Fair enough. And it’s an important conversation to have. Except for the church, nothing compares to the family in terms of cultural importance. As Paul and Diana Miller have written, every family should be a “Family Trinity,” three generations consisting of grandparents, parents, and children. A healthy three-generation trinity is what optimizes the raising of healthy and functional young people.
However, when there is a relational breakdown in that trinity, everyone suffers—and perhaps grandchildren most of all. As mentioned in the earlier blog, the breakdown isn’t usually between the parent and the child, or the grandparent and the grandchild, but rather between the parent and the grandparent.
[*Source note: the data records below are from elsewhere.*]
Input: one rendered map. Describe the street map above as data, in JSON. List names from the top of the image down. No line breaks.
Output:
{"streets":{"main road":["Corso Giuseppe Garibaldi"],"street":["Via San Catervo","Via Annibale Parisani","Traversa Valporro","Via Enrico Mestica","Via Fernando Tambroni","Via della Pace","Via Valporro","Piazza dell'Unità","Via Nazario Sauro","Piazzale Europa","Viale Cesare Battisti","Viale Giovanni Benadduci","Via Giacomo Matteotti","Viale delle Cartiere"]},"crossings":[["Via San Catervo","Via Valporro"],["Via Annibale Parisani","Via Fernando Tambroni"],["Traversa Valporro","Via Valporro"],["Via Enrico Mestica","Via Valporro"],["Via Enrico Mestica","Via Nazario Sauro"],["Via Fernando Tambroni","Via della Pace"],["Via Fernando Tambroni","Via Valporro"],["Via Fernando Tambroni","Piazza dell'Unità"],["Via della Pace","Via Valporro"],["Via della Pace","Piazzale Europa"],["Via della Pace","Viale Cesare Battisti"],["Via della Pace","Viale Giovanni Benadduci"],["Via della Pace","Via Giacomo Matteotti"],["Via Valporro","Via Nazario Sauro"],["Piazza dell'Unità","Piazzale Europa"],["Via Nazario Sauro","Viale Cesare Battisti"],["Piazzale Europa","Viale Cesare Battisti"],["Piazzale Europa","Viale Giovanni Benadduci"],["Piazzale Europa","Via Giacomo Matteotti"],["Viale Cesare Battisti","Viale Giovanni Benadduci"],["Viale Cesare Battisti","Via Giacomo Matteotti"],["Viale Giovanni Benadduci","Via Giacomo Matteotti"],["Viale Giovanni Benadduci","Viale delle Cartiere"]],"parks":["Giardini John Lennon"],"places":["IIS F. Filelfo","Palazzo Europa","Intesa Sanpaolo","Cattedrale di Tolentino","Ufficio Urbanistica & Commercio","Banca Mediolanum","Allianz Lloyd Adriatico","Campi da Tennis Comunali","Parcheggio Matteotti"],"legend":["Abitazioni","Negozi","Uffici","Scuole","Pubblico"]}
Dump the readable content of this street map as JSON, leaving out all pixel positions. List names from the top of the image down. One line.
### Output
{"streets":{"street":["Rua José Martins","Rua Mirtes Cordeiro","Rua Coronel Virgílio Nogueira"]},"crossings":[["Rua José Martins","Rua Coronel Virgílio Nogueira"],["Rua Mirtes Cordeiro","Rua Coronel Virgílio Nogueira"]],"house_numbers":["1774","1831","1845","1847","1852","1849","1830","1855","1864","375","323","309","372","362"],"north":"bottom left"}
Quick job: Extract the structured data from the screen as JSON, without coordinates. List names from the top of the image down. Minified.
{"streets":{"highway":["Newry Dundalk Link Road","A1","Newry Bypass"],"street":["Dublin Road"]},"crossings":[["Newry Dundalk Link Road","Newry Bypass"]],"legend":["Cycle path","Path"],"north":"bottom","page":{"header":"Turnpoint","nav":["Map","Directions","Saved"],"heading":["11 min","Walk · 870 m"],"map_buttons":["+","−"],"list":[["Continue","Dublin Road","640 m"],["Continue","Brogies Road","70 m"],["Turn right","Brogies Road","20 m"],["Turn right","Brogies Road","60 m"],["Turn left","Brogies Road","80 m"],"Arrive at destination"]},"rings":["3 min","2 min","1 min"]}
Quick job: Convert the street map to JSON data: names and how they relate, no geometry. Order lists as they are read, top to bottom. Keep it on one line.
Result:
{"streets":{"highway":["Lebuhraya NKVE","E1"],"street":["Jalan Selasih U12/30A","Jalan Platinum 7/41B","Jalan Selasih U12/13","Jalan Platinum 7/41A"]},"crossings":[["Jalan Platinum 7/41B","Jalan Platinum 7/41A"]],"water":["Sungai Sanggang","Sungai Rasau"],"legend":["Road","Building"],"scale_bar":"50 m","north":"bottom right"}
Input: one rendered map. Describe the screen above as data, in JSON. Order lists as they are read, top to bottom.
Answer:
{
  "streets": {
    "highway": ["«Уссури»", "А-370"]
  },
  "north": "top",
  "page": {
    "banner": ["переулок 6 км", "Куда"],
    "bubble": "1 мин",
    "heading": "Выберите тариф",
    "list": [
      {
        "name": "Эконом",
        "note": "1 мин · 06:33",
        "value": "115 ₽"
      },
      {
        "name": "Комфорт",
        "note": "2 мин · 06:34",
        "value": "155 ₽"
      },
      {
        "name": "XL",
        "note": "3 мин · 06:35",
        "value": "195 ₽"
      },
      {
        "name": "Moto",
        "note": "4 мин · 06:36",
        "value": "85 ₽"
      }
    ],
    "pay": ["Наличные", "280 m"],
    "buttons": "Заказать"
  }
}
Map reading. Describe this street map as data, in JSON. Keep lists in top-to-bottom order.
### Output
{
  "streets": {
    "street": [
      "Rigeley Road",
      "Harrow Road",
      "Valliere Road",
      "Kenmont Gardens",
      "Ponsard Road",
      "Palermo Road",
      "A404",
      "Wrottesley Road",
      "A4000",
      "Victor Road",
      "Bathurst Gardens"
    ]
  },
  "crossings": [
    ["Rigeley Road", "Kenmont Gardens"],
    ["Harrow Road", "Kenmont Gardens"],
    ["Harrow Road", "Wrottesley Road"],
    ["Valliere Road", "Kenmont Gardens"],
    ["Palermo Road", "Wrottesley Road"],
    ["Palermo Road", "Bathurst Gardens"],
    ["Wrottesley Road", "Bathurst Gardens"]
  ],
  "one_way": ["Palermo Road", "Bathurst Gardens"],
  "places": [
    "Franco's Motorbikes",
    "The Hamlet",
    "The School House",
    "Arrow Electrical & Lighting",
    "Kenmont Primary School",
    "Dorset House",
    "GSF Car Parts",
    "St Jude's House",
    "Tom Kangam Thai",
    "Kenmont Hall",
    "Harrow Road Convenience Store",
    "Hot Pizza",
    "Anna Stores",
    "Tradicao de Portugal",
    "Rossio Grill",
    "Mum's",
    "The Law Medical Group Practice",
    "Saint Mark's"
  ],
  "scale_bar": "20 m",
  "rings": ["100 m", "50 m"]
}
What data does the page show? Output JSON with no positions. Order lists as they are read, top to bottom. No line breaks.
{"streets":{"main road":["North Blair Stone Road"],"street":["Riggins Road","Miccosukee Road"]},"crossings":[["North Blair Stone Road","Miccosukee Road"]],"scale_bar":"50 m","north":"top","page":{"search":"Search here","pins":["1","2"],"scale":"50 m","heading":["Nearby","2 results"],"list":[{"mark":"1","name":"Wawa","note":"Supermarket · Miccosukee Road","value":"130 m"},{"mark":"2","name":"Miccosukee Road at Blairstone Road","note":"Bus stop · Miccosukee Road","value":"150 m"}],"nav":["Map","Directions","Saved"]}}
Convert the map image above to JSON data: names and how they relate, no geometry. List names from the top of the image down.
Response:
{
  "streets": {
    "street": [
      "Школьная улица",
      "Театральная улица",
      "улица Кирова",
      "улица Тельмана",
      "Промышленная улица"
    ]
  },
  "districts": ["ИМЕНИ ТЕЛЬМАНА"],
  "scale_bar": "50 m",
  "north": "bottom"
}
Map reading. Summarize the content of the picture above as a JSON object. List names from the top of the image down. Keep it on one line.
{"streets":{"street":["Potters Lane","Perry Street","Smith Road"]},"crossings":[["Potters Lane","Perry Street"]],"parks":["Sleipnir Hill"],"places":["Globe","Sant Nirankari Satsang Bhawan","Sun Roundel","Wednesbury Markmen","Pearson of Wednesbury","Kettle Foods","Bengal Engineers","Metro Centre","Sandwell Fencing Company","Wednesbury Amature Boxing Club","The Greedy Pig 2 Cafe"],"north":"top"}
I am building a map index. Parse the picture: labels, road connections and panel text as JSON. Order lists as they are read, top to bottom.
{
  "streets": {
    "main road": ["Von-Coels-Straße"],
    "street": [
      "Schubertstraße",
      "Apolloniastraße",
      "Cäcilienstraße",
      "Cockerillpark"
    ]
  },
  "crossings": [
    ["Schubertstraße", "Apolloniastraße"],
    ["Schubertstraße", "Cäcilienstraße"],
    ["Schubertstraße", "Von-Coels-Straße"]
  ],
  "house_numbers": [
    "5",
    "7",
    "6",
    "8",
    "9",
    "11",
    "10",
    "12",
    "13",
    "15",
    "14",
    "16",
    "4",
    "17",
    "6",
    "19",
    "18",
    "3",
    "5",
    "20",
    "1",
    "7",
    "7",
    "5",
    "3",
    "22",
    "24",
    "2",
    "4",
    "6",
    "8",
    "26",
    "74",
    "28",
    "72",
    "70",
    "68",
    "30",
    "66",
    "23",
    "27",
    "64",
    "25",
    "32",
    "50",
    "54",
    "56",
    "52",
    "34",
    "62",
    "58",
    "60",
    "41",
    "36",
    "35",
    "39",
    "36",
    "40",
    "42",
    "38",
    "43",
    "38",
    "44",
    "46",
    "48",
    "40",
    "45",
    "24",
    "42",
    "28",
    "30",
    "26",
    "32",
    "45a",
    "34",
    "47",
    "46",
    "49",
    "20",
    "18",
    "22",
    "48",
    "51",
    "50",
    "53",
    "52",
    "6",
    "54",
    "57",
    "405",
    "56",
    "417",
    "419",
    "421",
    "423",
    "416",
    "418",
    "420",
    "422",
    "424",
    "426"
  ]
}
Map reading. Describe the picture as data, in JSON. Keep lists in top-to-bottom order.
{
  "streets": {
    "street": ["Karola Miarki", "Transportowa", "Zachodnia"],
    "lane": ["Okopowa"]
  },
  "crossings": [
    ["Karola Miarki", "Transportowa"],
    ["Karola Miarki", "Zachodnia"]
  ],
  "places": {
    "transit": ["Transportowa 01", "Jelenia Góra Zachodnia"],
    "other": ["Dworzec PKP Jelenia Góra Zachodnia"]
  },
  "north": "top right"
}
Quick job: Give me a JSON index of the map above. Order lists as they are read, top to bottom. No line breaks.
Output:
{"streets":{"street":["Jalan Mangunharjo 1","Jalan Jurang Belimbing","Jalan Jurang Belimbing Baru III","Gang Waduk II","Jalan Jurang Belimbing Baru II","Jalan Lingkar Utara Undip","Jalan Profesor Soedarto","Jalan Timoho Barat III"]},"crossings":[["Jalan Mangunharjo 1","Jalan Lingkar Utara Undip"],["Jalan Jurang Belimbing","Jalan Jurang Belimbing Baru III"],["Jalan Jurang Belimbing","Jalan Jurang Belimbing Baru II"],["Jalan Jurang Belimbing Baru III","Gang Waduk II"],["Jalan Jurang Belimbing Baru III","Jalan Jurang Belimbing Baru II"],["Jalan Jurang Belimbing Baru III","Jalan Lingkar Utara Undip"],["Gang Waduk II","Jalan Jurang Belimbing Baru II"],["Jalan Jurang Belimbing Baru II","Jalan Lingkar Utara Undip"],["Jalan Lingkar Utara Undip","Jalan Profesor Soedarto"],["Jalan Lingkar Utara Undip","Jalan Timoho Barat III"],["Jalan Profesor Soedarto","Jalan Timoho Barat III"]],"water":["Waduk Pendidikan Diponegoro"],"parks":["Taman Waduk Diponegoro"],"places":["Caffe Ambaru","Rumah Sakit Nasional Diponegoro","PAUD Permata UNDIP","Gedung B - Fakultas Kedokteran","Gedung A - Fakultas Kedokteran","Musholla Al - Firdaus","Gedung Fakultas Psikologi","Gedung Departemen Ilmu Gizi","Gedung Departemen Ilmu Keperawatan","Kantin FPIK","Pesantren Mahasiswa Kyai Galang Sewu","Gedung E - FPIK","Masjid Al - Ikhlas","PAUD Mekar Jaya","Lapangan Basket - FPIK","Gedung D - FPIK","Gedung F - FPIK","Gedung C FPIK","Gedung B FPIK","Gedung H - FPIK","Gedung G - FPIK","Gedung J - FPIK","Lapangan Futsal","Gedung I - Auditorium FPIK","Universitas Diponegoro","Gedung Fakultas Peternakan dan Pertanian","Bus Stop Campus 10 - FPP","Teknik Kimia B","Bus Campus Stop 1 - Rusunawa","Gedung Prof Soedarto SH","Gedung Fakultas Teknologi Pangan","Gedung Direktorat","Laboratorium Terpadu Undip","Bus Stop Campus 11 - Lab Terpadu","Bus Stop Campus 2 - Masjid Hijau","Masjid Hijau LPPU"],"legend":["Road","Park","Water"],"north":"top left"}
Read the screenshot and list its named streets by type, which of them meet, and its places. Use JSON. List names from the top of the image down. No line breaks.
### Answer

Five of the most common mistakes grandparents can make were outlined in the earlier blog. Here are five of the most common mistakes parents can make:
Mistake #1: Making Them Grandparents on Eggshells
The first mistake that many parents make is having so many areas of sensitivity, not to mention interactive demands, that the grandparent feels like they are walking on eggshells around your child. In an article in The Atlantic, Kerry Byrne, the founder of the Long-Distance Grandparent, a business focused on helping grandparents build relationships with their grandchildren, told the reporter that today there are:
... a whole lot of rules for grandparents to follow. The strictures govern what gifts kids are allowed, the foods they can eat, the words to use around them (and those to avoid), the schedule to adhere to, screen-time limits (if screen time is allowed), and now, how to greet their grandchild. She said she worries that some parents have “gone wild with boundaries,” and that many grandparents are “grandparenting on eggshells.”
Result? “Parents can run the risk of overcorrection. Navigating so many rules can be confusing and ‘emotionally wearing’ for grandparents.” The article ends by pointing out a very important truth: most grandparents want to do what’s best for their grandkids, but they don’t always know what that is—and parents aren’t always the best at explaining the logic behind their rules.
Mistake #2: Weaponizing Your Child
It doesn’t take a parent long to discover how much power they have with their parent in relation to their child. The grandparents want time with their grandchildren; you are in control of when, where, and how often that happens. That is completely appropriate and how it should be. What isn’t healthy is when you weaponize your child in a way that uses interaction with the child as punishment or reward. Have whatever boundaries you feel are necessary (and sometimes they may need to be significant), but don’t have interaction with your child become embroiled with interpersonal conflict you may be having with your parent.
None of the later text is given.